The outcomes for those ballot measures Tuesday were a milestone for persistent but often thwarted advocacy groups and activists who for decades have pressed the causes of gay rights and drug decriminalization.
Colorado Gov. John Hickenlooper, a Democrat who opposed legalization, was less enthused.
“Federal law still says marijuana is an illegal drug, so don’t break out the Cheetos or goldfish too quickly,” he warned.
The results in Maine and Maryland broke a 32-state streak, dating to 1998, in which gay marriage had been rebuffed by every state that voted on it.
They will become the seventh and eighth states to allow same-sex couples to marry.

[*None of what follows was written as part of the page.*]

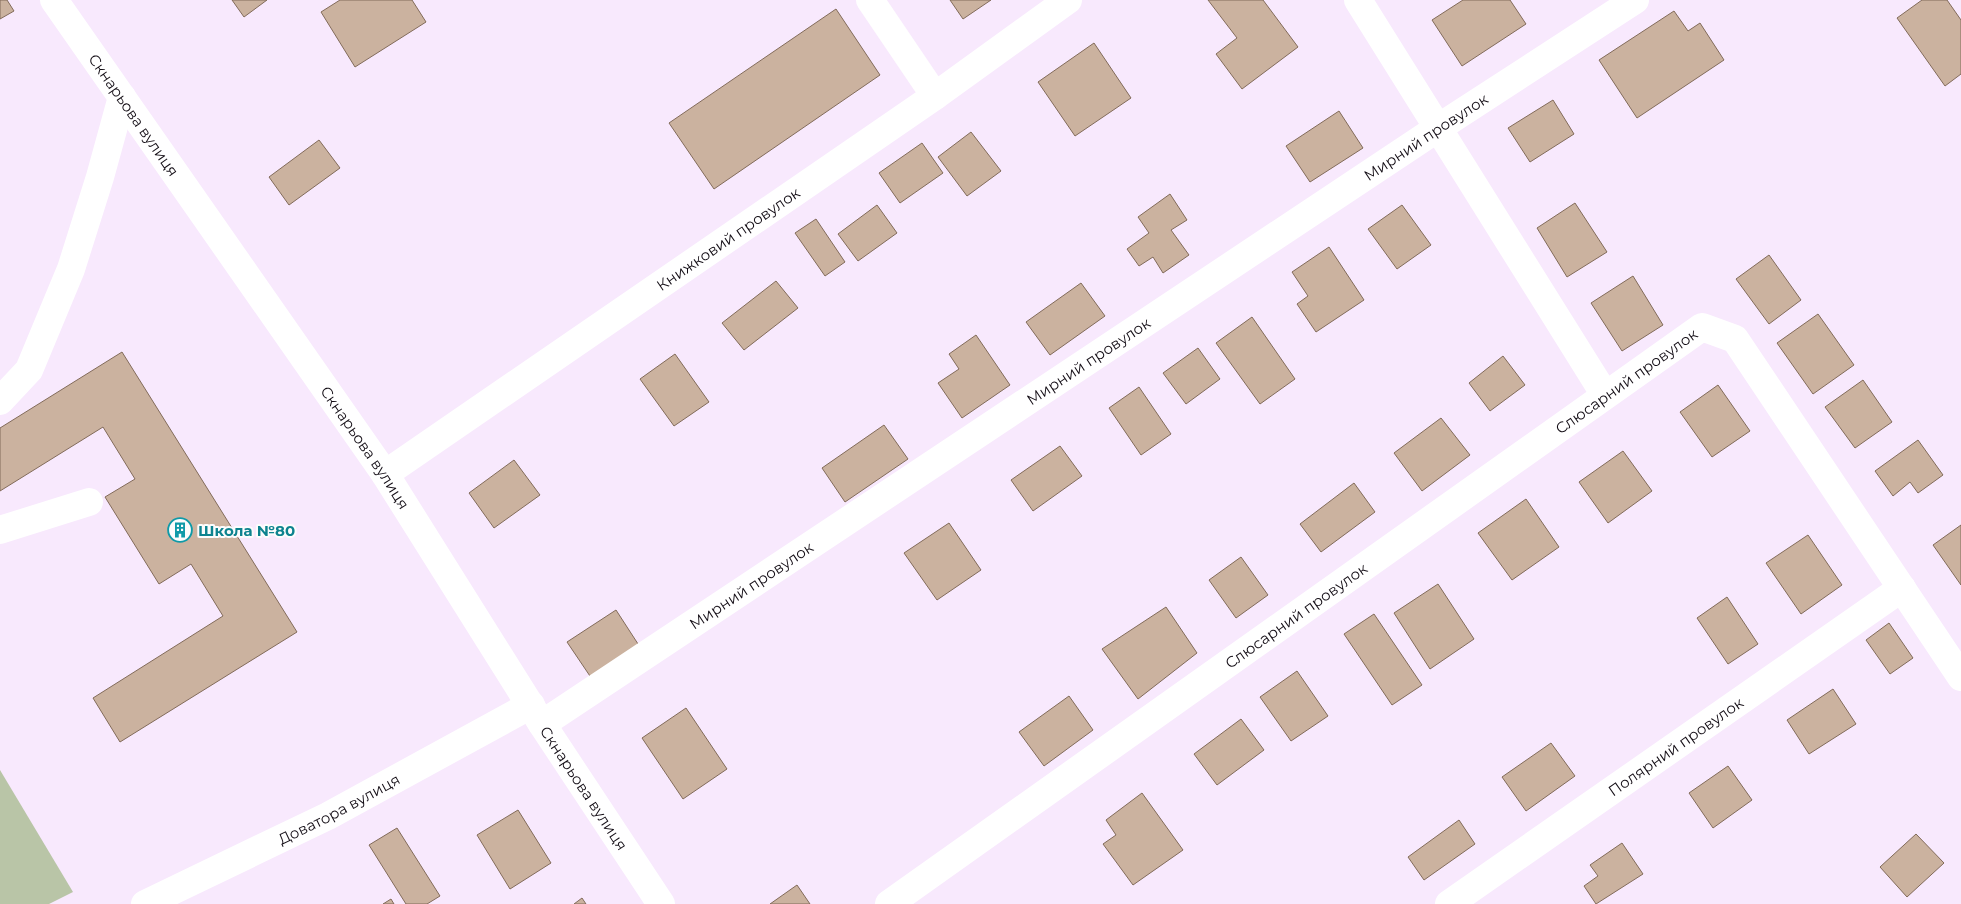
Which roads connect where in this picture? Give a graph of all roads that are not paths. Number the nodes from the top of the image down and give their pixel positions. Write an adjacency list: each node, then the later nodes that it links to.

In Massachusetts, where assisted suicide was on the ballot, supporters of a question legalizing physician-assisted suicide for the terminally-ill conceded defeat yesterday morning—even though the vote was too close to call.
A spokesman for the Death With Dignity Act campaign said in a statement that “regrettably, we fell short.”
Massachusetts could have become the third state to allow terminally-ill patients to get help from their doctors to end their lives with lethal doses of medication.
And in California, voters turned down a chance to repeal the death penalty.
In another gay-rights victory, Minnesota voters defeated a conservative-backed amendment that would have placed a ban on same-sex marriage in the state constitution.
Similar measures have been approved in 30 other states, most recently in North Carolina in May.
Even though the amendment was defeated, same-sex marriage remains illegal in Minnesota under statute.
Washington state also voted on a measure to legalize same-sex marriage, although results were not expected until Wednesday at the soonest.
The outcomes of the marriage votes could influence the U.S. Supreme Court, which soon will consider whether to take up cases challenging the law that denies federal recognition to same-sex marriages.
The gay-rights victories come on the heels of numerous national polls that, for the first time, show a majority of Americans supporting same-sex marriage.